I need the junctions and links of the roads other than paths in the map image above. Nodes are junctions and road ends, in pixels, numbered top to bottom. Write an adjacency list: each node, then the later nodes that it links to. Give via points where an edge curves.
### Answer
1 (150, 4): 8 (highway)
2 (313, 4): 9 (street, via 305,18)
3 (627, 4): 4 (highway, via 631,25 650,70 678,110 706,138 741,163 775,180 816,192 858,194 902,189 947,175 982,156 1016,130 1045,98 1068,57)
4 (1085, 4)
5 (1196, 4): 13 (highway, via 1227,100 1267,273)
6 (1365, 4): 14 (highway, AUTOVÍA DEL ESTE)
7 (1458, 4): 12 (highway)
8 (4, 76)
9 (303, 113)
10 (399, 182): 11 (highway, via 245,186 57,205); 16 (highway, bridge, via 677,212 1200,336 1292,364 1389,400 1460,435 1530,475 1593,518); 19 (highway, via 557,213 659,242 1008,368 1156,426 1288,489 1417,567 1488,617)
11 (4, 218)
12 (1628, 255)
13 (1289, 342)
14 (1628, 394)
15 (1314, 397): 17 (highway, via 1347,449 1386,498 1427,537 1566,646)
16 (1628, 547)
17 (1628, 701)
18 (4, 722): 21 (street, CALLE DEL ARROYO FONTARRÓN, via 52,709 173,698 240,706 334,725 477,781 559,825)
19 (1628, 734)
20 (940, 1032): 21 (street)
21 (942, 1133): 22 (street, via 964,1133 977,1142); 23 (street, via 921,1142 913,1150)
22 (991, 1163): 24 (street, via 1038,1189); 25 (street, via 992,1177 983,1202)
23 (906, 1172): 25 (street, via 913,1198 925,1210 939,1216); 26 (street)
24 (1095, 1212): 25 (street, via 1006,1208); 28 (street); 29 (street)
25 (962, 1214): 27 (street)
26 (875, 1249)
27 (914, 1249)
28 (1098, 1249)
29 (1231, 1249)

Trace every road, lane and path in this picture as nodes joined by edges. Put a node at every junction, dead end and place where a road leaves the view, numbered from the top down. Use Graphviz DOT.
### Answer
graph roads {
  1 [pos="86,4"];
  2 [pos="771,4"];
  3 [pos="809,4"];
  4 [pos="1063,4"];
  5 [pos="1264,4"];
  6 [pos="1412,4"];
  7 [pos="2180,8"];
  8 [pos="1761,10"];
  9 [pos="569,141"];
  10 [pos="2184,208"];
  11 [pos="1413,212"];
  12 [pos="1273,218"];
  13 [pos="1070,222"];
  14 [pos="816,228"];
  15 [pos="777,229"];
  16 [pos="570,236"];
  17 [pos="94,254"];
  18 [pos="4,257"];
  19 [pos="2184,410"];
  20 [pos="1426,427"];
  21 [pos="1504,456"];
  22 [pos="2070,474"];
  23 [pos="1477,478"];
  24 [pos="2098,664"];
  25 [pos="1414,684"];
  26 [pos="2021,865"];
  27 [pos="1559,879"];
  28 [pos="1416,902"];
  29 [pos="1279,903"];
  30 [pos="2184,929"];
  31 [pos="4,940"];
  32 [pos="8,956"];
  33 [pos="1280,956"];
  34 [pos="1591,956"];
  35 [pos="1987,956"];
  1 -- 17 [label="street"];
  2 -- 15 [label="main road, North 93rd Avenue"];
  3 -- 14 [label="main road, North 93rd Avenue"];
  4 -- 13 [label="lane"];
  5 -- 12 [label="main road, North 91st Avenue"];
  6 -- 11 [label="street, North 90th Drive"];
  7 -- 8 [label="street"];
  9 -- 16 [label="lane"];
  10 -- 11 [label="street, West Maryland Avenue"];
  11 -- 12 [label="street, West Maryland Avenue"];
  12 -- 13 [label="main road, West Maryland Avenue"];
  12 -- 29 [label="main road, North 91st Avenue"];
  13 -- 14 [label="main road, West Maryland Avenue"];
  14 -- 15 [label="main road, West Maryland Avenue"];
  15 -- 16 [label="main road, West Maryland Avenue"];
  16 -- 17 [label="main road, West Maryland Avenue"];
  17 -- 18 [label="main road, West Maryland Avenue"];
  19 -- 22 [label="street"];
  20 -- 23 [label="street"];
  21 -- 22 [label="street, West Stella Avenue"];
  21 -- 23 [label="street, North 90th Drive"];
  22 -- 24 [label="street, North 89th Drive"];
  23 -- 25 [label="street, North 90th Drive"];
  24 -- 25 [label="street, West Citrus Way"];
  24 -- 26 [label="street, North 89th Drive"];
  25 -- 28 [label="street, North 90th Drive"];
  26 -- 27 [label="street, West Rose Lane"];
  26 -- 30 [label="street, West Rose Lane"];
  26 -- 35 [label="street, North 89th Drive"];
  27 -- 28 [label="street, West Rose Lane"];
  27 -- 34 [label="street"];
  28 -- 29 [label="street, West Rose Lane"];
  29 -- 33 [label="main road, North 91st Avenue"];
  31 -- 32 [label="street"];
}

+++++

● **Problem**
Please return the records above exactly as they are written.

● **Response**
I need the junctions and links of the roads other than paths in the map image above. Nodes are junctions and road ends, in pixels, numbered top to bottom. Write an adjacency list: each node, then the later nodes that it links to. Give via points where an edge curves.
### Answer
1 (150, 4): 8 (highway)
2 (313, 4): 9 (street, via 305,18)
3 (627, 4): 4 (highway, via 631,25 650,70 678,110 706,138 741,163 775,180 816,192 858,194 902,189 947,175 982,156 1016,130 1045,98 1068,57)
4 (1085, 4)
5 (1196, 4): 13 (highway, via 1227,100 1267,273)
6 (1365, 4): 14 (highway, AUTOVÍA DEL ESTE)
7 (1458, 4): 12 (highway)
8 (4, 76)
9 (303, 113)
10 (399, 182): 11 (highway, via 245,186 57,205); 16 (highway, bridge, via 677,212 1200,336 1292,364 1389,400 1460,435 1530,475 1593,518); 19 (highway, via 557,213 659,242 1008,368 1156,426 1288,489 1417,567 1488,617)
11 (4, 218)
12 (1628, 255)
13 (1289, 342)
14 (1628, 394)
15 (1314, 397): 17 (highway, via 1347,449 1386,498 1427,537 1566,646)
16 (1628, 547)
17 (1628, 701)
18 (4, 722): 21 (street, CALLE DEL ARROYO FONTARRÓN, via 52,709 173,698 240,706 334,725 477,781 559,825)
19 (1628, 734)
20 (940, 1032): 21 (street)
21 (942, 1133): 22 (street, via 964,1133 977,1142); 23 (street, via 921,1142 913,1150)
22 (991, 1163): 24 (street, via 1038,1189); 25 (street, via 992,1177 983,1202)
23 (906, 1172): 25 (street, via 913,1198 925,1210 939,1216); 26 (street)
24 (1095, 1212): 25 (street, via 1006,1208); 28 (street); 29 (street)
25 (962, 1214): 27 (street)
26 (875, 1249)
27 (914, 1249)
28 (1098, 1249)
29 (1231, 1249)

Trace every road, lane and path in this picture as nodes joined by edges. Put a node at every junction, dead end and place where a road leaves the view, numbered from the top down. Use Graphviz DOT.
### Answer
graph roads {
  1 [pos="86,4"];
  2 [pos="771,4"];
  3 [pos="809,4"];
  4 [pos="1063,4"];
  5 [pos="1264,4"];
  6 [pos="1412,4"];
  7 [pos="2180,8"];
  8 [pos="1761,10"];
  9 [pos="569,141"];
  10 [pos="2184,208"];
  11 [pos="1413,212"];
  12 [pos="1273,218"];
  13 [pos="1070,222"];
  14 [pos="816,228"];
  15 [pos="777,229"];
  16 [pos="570,236"];
  17 [pos="94,254"];
  18 [pos="4,257"];
  19 [pos="2184,410"];
  20 [pos="1426,427"];
  21 [pos="1504,456"];
  22 [pos="2070,474"];
  23 [pos="1477,478"];
  24 [pos="2098,664"];
  25 [pos="1414,684"];
  26 [pos="2021,865"];
  27 [pos="1559,879"];
  28 [pos="1416,902"];
  29 [pos="1279,903"];
  30 [pos="2184,929"];
  31 [pos="4,940"];
  32 [pos="8,956"];
  33 [pos="1280,956"];
  34 [pos="1591,956"];
  35 [pos="1987,956"];
  1 -- 17 [label="street"];
  2 -- 15 [label="main road, North 93rd Avenue"];
  3 -- 14 [label="main road, North 93rd Avenue"];
  4 -- 13 [label="lane"];
  5 -- 12 [label="main road, North 91st Avenue"];
  6 -- 11 [label="street, North 90th Drive"];
  7 -- 8 [label="street"];
  9 -- 16 [label="lane"];
  10 -- 11 [label="street, West Maryland Avenue"];
  11 -- 12 [label="street, West Maryland Avenue"];
  12 -- 13 [label="main road, West Maryland Avenue"];
  12 -- 29 [label="main road, North 91st Avenue"];
  13 -- 14 [label="main road, West Maryland Avenue"];
  14 -- 15 [label="main road, West Maryland Avenue"];
  15 -- 16 [label="main road, West Maryland Avenue"];
  16 -- 17 [label="main road, West Maryland Avenue"];
  17 -- 18 [label="main road, West Maryland Avenue"];
  19 -- 22 [label="street"];
  20 -- 23 [label="street"];
  21 -- 22 [label="street, West Stella Avenue"];
  21 -- 23 [label="street, North 90th Drive"];
  22 -- 24 [label="street, North 89th Drive"];
  23 -- 25 [label="street, North 90th Drive"];
  24 -- 25 [label="street, West Citrus Way"];
  24 -- 26 [label="street, North 89th Drive"];
  25 -- 28 [label="street, North 90th Drive"];
  26 -- 27 [label="street, West Rose Lane"];
  26 -- 30 [label="street, West Rose Lane"];
  26 -- 35 [label="street, North 89th Drive"];
  27 -- 28 [label="street, West Rose Lane"];
  27 -- 34 [label="street"];
  28 -- 29 [label="street, West Rose Lane"];
  29 -- 33 [label="main road, North 91st Avenue"];
  31 -- 32 [label="street"];
}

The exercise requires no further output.